Consider this recent you-gov poll on conspiracy theories.
The first obvious thing that jumps out is that Republicans have a much more serious problem with conspiracy theories and feral disinformation than do Democrats. Not exactly surprising, but it's always nice to find data that backs up your intuition.
Now take a look at these three questions...
There
are lots of interesting things to look at here but the big relevant
takeaways for me are that Republicans tend to be far more paranoid about the establishment and that a majority of them
believe that the election was stolen.
The
implications of this last point are huge. For one thing, these people
believe that Donald Trump was the legitimate winner. From that it
follows that January 6th could not have been an insurrection; instead,
it was actually an attempt to prevent an insurrection. Once you believe this,
all sorts of major events of the past couple of years are completely
inverted. Suddenly, the January 6th rioters become political prisoners.
The Jack Smith and Georgia investigations become nothing more than
politicized attempts to keep the rightful winner out of office. The near universal condemnation of the stolen election lie in the non-partisan
press becomes damning evidence of a vast leftist conspiracy, and the
fact that most Americans don't believe the lie proves that the
conspiracy has been frighteningly effective.
At
the risk of stating the obvious, having the majority of your party
believe that you actually won the last election and should be in office
now gives you a tremendous advantage in the primary. This is one of the
antibodies that Josh Marshall has mentioned that makes it all but
impossible for a challenger to take the nomination away from Donald Trump.
(this is not to say that Trump can't be taken out, just that
it would almost certainly require external forces like health issues or
big legal developments ).
The establishment question points out another almost insurmountable obstacle for those trying to knock the former president out before the general. Trump is seen, in many ways accurately, as the ultimate outsider candidate. This
presents challengers with something of a catch-22. In order to have any
chance of unseating Trump, they have to have the full support of the
Republican establishment, particularly in its now weakened state, but
if they are seen as having the support of the establishment, they don't
have any chance of unseating Trump. This is particularly a problem for the mainstream media's flavor of the month.
Nikki Haley’s Rocket Ride to Second Place
December 2, 2023
In
April, Sarah Longwell of The Bulwark wrote what is still one of the
most insightful reports about the Republican electorate. Longwell,
strategic director of Republican Voters Against Trump, has sat through
hundreds of focus groups to understand the mental state of the party.

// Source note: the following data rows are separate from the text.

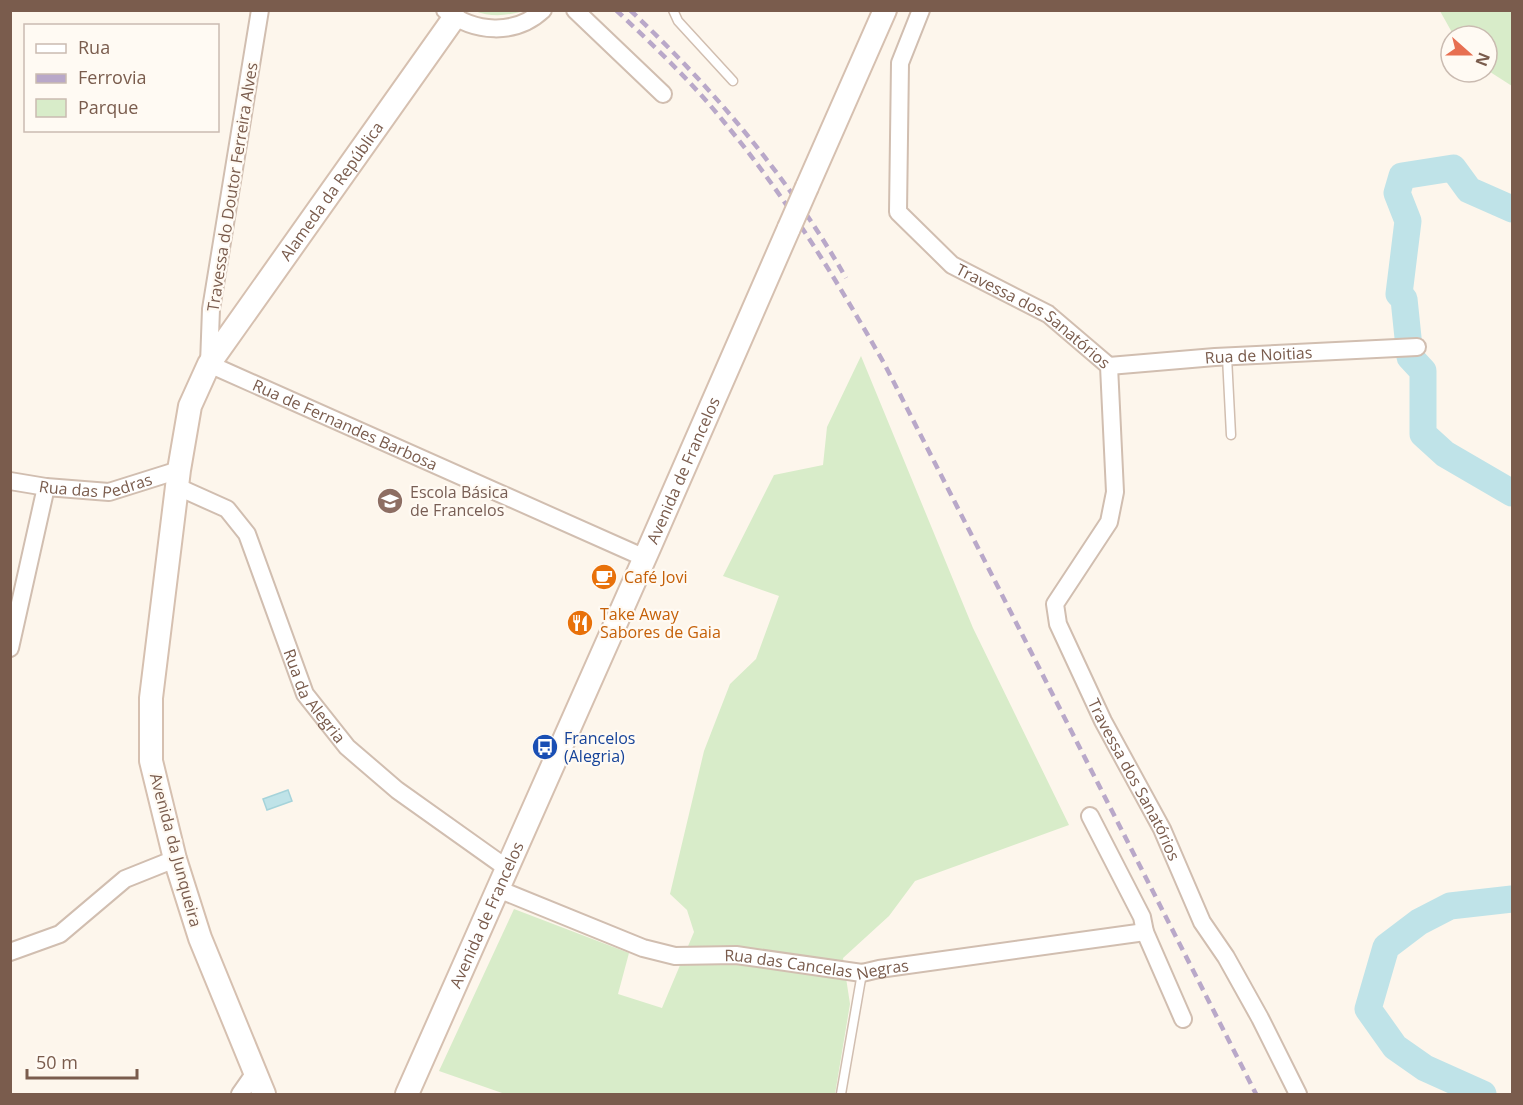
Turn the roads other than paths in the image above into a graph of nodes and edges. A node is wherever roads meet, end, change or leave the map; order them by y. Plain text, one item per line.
1 (260, 10) edge
2 (543, 10) edge
3 (575, 10) edge
4 (673, 10) edge
5 (885, 10) edge
6 (921, 10) edge
7 (449, 14) edge
8 (733, 81) dead end
9 (663, 94) dead end
10 (1413, 347) dead end
11 (1227, 357) junction
12 (209, 364) junction
13 (1109, 366) junction
14 (1231, 435) dead end
15 (179, 479) junction
16 (10, 481) edge
17 (46, 487) junction
18 (645, 558) junction
19 (10, 648) edge
20 (1090, 816) dead end
21 (175, 859) junction
22 (503, 879) junction
23 (1145, 932) junction
24 (10, 952) edge
25 (861, 973) junction
26 (1183, 1019) dead end
27 (254, 1074) junction
28 (240, 1095) edge
29 (264, 1095) edge
30 (407, 1095) edge
31 (841, 1095) edge
32 (1298, 1095) edge

1 - 12 street, Travessa do Doutor Ferreira Alves
2 - 7 street
3 - 9 street
4 - 8 lane
5 - 18 main road, Avenida de Francelos, bridge
6 - 13 street, Travessa dos Sanatórios
7 - 12 main road, Alameda da República
10 - 11 street, Rua de Noitias
11 - 13 street, Rua de Noitias
11 - 14 lane
12 - 15 main road, Alameda da República
12 - 18 street, Rua de Fernandes Barbosa
13 - 32 street, Travessa dos Sanatórios
15 - 17 street, Rua das Pedras
15 - 21 main road, Avenida da Junqueira
15 - 22 street, Rua da Alegria
16 - 17 street, Rua das Pedras
17 - 19 street
18 - 22 main road, Avenida de Francelos
20 - 23 street
21 - 24 street
21 - 27 main road, Avenida da Junqueira
22 - 25 street, Rua das Cancelas Negras
22 - 30 main road, Avenida de Francelos
23 - 25 street, Rua das Cancelas Negras
23 - 26 street
25 - 31 lane
27 - 28 street
27 - 29 main road, Avenida da Junqueira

Her primary conclusion is that most GOP voters see the Trump era not as
an interregnum but as a kind of revolutionary event she calls “Year
Zero.”
“The
Republican party has been irretrievably altered,” she wrote, “and, as
one GOP voter put it succinctly, ‘We’re never going back.’” Such voters
have bought into Trump’s argument that the party leaders who preceded
him were weak losers. (This argument conveniently absolves Trump of
blame for his own losses — he was sabotaged by the Establishment, you
see.) “If you forged your political identity pre-Trump, then you belong
to a GOP establishment now loathed by a majority of Republican primary
voters,” she concluded. “Even if you agree with Trump. Even if you worked for Trump. Even if you were on Trump’s ticket as his vice president.”
Longwell
laid out a roster of Republican politicians whom the voters could never
accept for this reason. The first name on her list was Nikki Haley.
Even if Haley was running a good campaign (and in case you haven't been paying attention, she's not), the very things that make her so appealing to the establishment also make her toxic to a large portion of the GOP base.